Da ultimo, nel luglio scorso Obama ha firmato un Ordine esecutivo che vieta la discriminazione nei confronti delle persone lgbt che lavorano per il Governo federale o per le imprese private che stipulano contratti con il Governo federale. Il provvedimento riguarda gli oltre 4,3 milioni di dipendenti dell’amministrazione e i 28 milioni di lavoratori – nel complesso un quinto della forza-lavoro americana – che operano nelle 24.000 imprese legate al Governo da rapporti contrattuali. Sul fronte delle Corti, di grande importanza è stata la sentenza U.S. v. Windsor del giugno 2013, con la quale la Corte Suprema federale ha dichiarato incostituzionale una parte del Defense of Marriage Act del 1996, la legge che vietava al governo federale di riconoscere la validità e gli effetti dei matrimoni same-sex contratti all’estero o in singoli Stati dell’Unione che li consentissero.

Proprio quella sentenza ha aperto le porte ai successi giudiziari degli ultimi mesi.

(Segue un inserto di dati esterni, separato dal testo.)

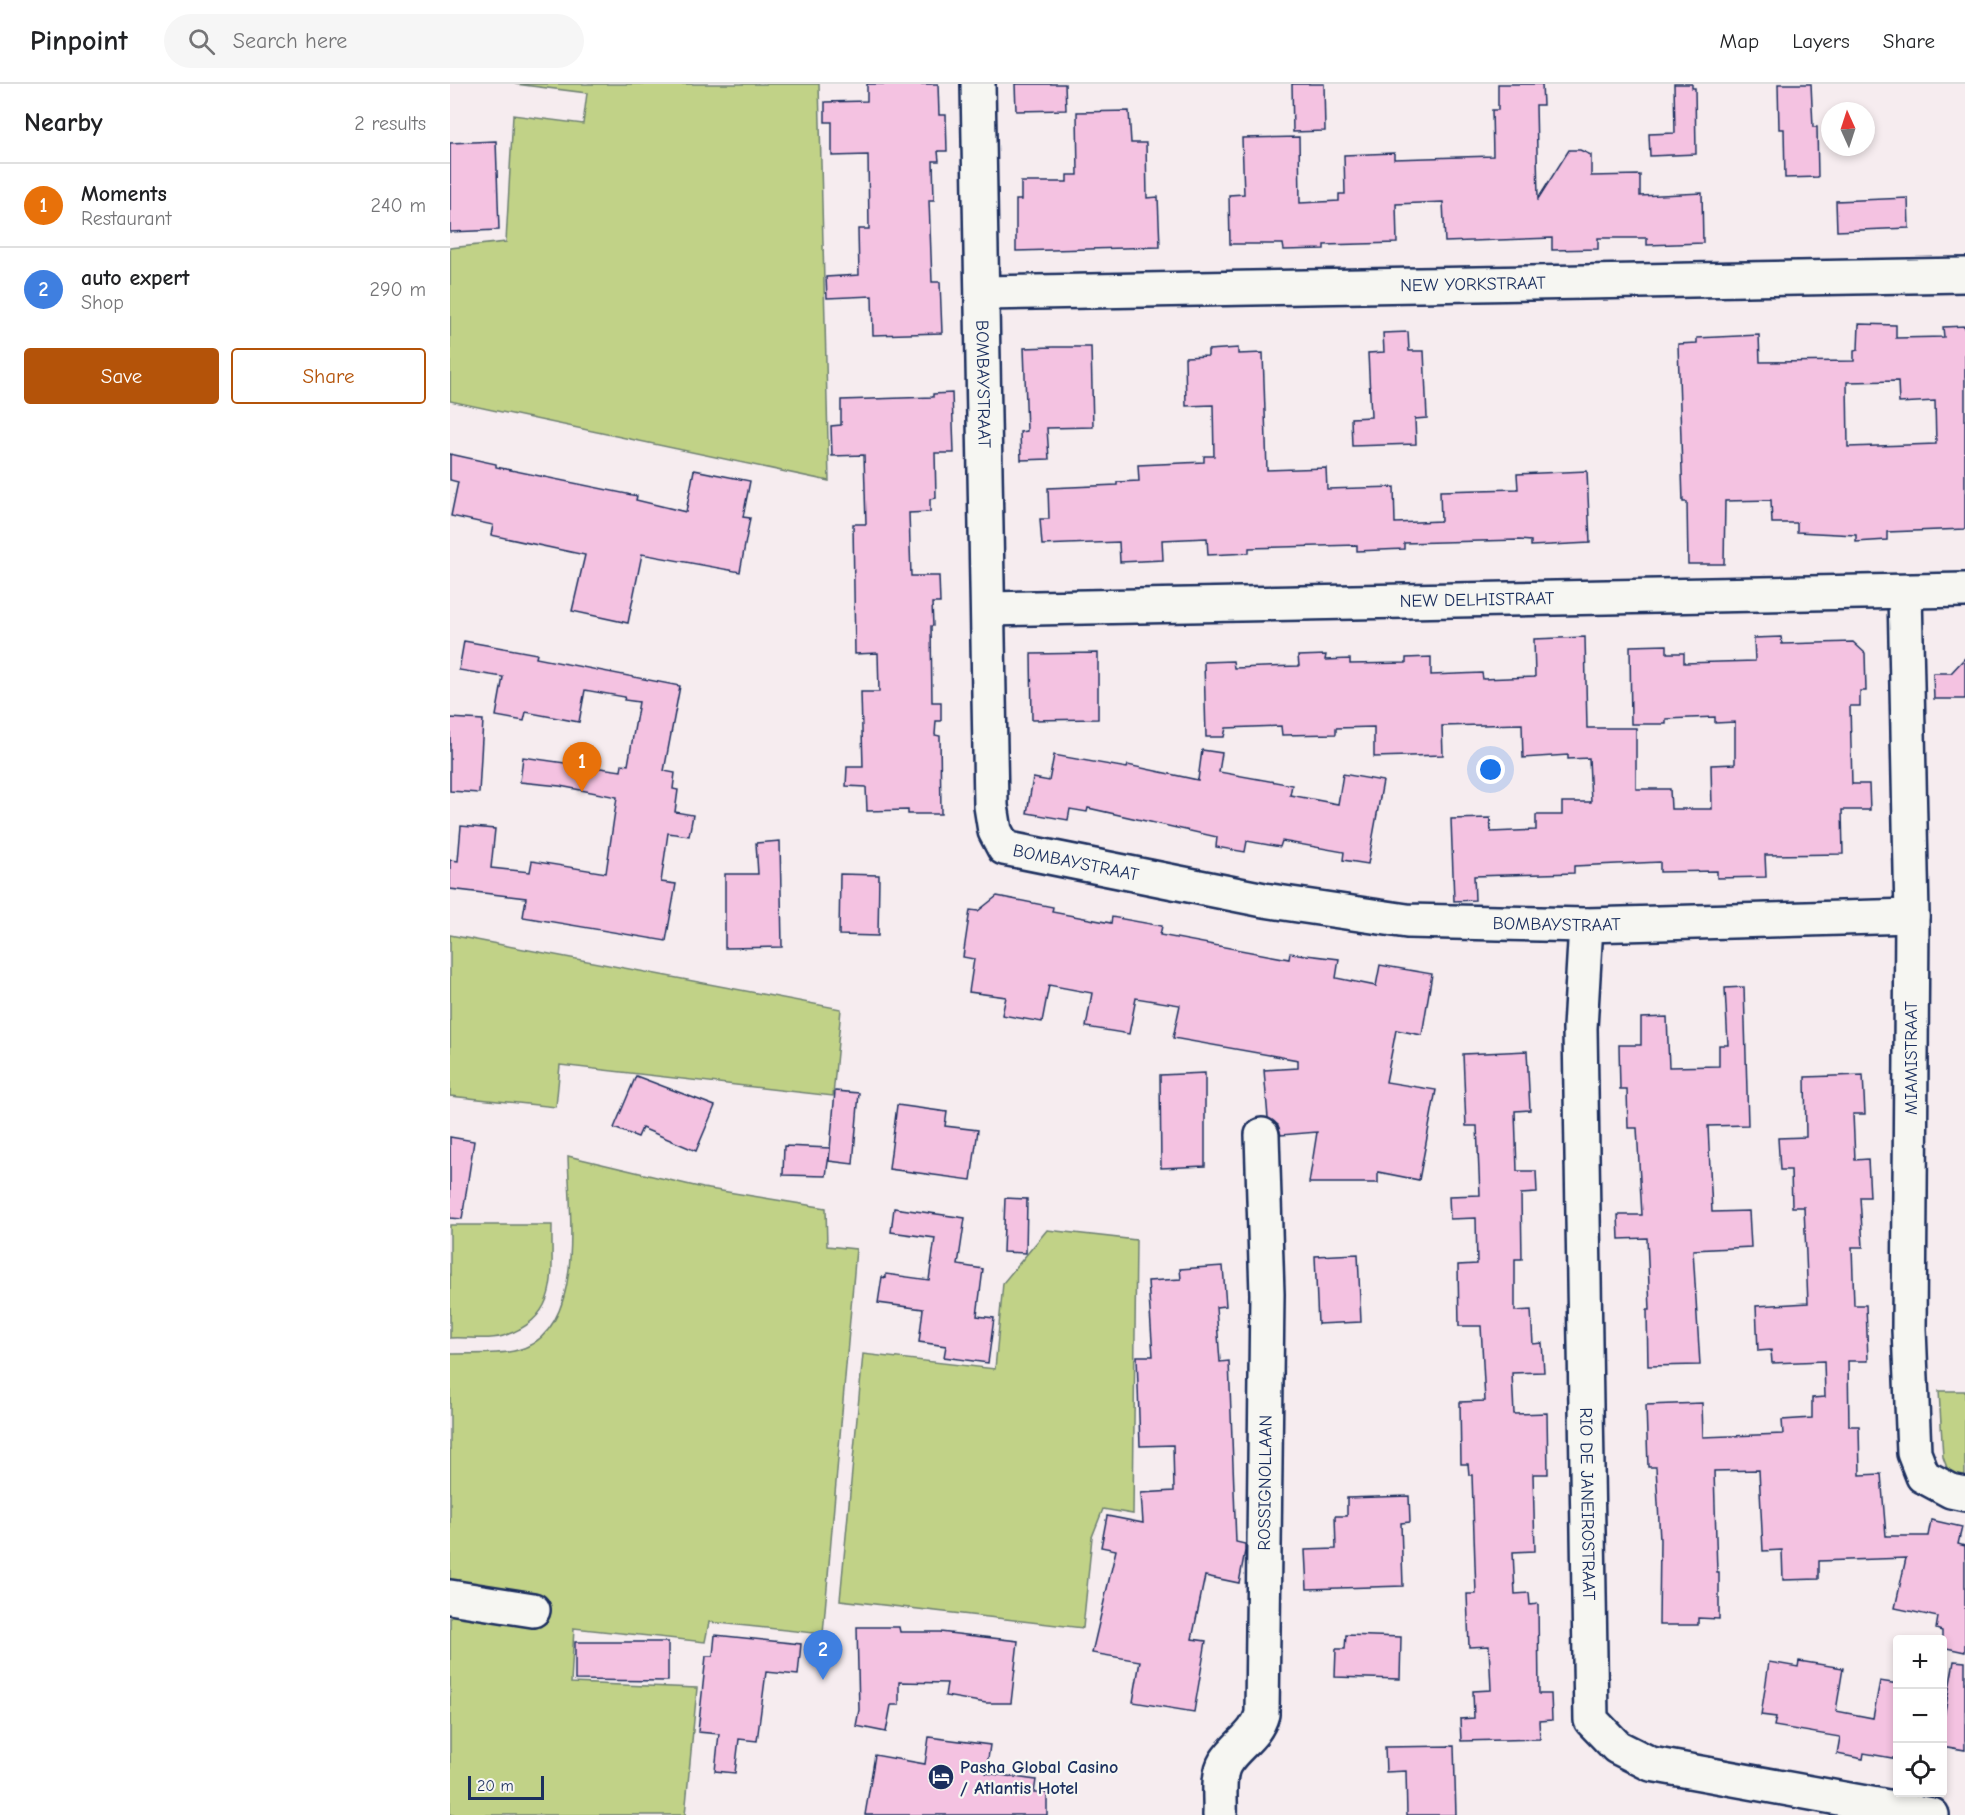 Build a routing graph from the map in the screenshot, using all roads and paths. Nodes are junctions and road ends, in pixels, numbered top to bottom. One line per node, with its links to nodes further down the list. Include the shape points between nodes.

È cambiata anche l’opinione pubblica: se nel 2004, secondo i sondaggi, in media il 33% si dichiarava per il matrimonio egualitario, da allora la quota dei favorevoli è aumentata a un tasso di crescita medio del 2% ogni anno. Tra il 2010 e il 2011, il numero dei favorevoli ha superato quello dei contrari e nel 2013 si è collocato al di sopra del 50%, per arrivare al 55% nel 2014. Il consenso è elevato tra i democratici (74%), gli indipendenti (58%) e gli under 30 (78%); sul piano geografico, è radicato nell’Est (67%) e nell’Ovest (58%) del Paese. Il mutamento dell’opinione pubblica è da attribuire al ricambio generazionale e al fatto che parte della popolazione ha cambiato idea sulla questione: i repubblicani che si dichiarano a favore del matrimonio tra persone dello stesso sesso sono il 30%, mentre il consenso tocca il 48% nel Sud, l’area più conservatrice del Paese, e il 42% tra gli ultra sessantacinquenni.

Nei prossimi mesi gli occhi saranno puntati sulla Corte Suprema. I giudici di orientamento conservatore sono in maggioranza (5 su 9), ma uno di loro, Anthony Kennedy, è un moderato che, in alcune circostanze, vota con i giudici progressisti, specie su libertà fondamentali e in particolare i diritti delle persone omosessuali. È stato proprio Kennedy a firmare la famosa sentenza Lawrence v. Texas, nel 2003, che cancellò le ultime sodomy laws – leggi che sanzionavano penalmente i rapporti sessuali tra persone dello stesso sesso – ancora in vigore in quattordici Stati. E probabilmente sarà ancora Kennedy a dire l’ultima parola sull’esistenza di un diritto al matrimonio, costituzionalmente fondato, per le coppie dello stesso sesso.